First, under the co-located model it can be the case that the underlying renewable and energy storage resources are operated with two different scheduling coordinators. As such, they are unable to coordinate bidding strategies between the two resources and the market does not have any link between the two resources other than the ACC, which only limits the total output to the interconnection amount. The inability for the market to coordinate results is an inefficient market solution. For example, assume the solar resource has a forecast of 50MWs and the energy battery resource is scheduled to charge 20MWs. The solar resource would have an energy schedule of 50 MWs and the energy storage a charging schedule of 20MWs, thus the net output to the grid is 30 MWs and the energy storage resource is charging from the solar output meeting the ITC requirements. It is our understanding that currently if the renewable resource is curtailed in the real-time market based on economic offers submitted, the energy storage resource would still be scheduled to charge. However, under this scenario, the energy storage resource would then have to charge from the grid (which its unable to do as a result of the ITC) or deviate from its scheduled (which is potentially a violation of the CAISO tariff). WPTF believes this in an inefficient market outcome that, given the prevalent energy storage resources under ITC restrictions, should be addressed.

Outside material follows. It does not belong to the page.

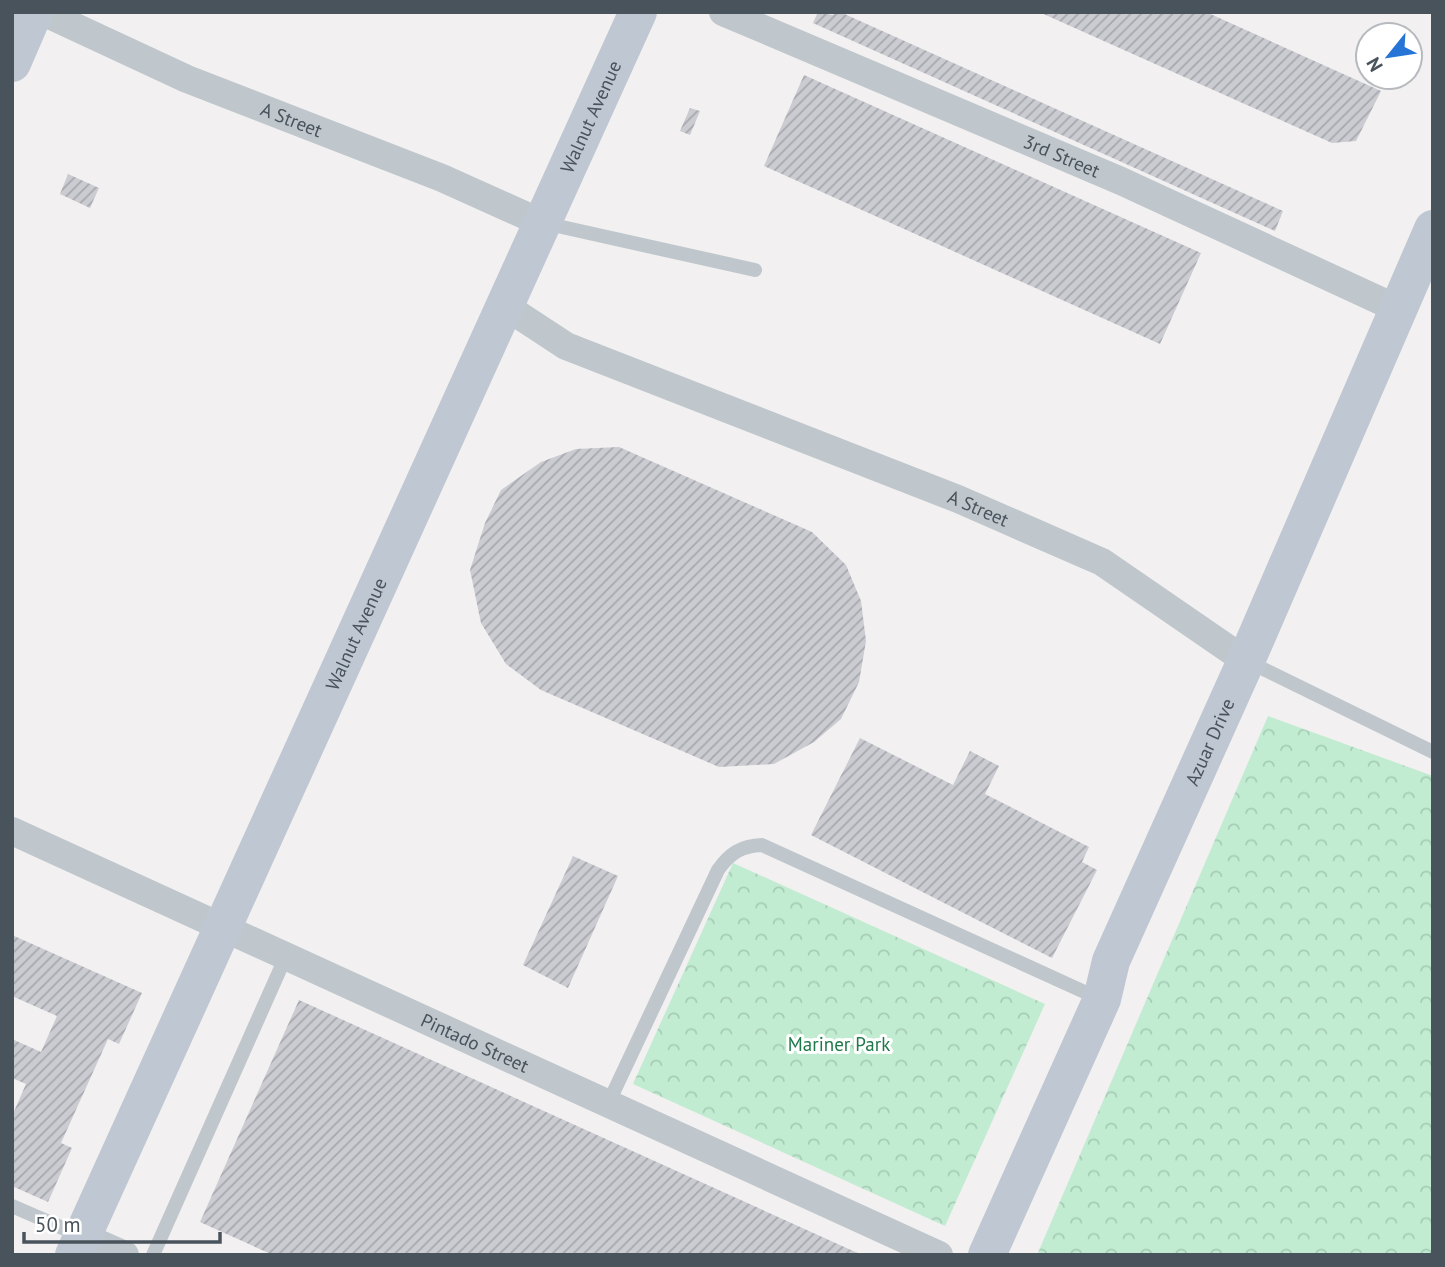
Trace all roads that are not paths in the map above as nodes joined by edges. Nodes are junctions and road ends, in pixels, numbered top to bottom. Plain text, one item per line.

Second, WPTF would appreciate the CAISO commenting on how energy storage resources under ITC restrictions are expected to be modeled in the CAISO market. Specifically, if they have software such that the resource will physically disconnect from the grid if energy is flowing from the grid to the energy storage resource (i.e., charging from the grid) would the CAISO expect the Masterfile to reflect a negative minimum load value?
Lastly, WPTF would also like to explore energy storage, a default energy bid, and the ability to bid above $1,000/ MWh. During a recent CAISO meeting, it was noted that energy storage resources, regardless of if imports or other internal CAISO resources are able to bid above $1,000/MWh under the recently FERC approved Import Bidding and Market Parameters filing, cannot bid above $1,000/MWh. The justification provided is that the only way internal resources can offer above $1,000/MWh is if they request, and the CAISO accepts, a reference level adjustment request. However, given that energy storage resources do not have a fuel cost component, WPTF would appreciate additional clarification and confirmation from the CAISO that energy storage resources can request reference level adjustments if/when the opportunity cost based on forecasted market prices results in costs greater than $1,000/MWh.
Thank you for consideration of these comments.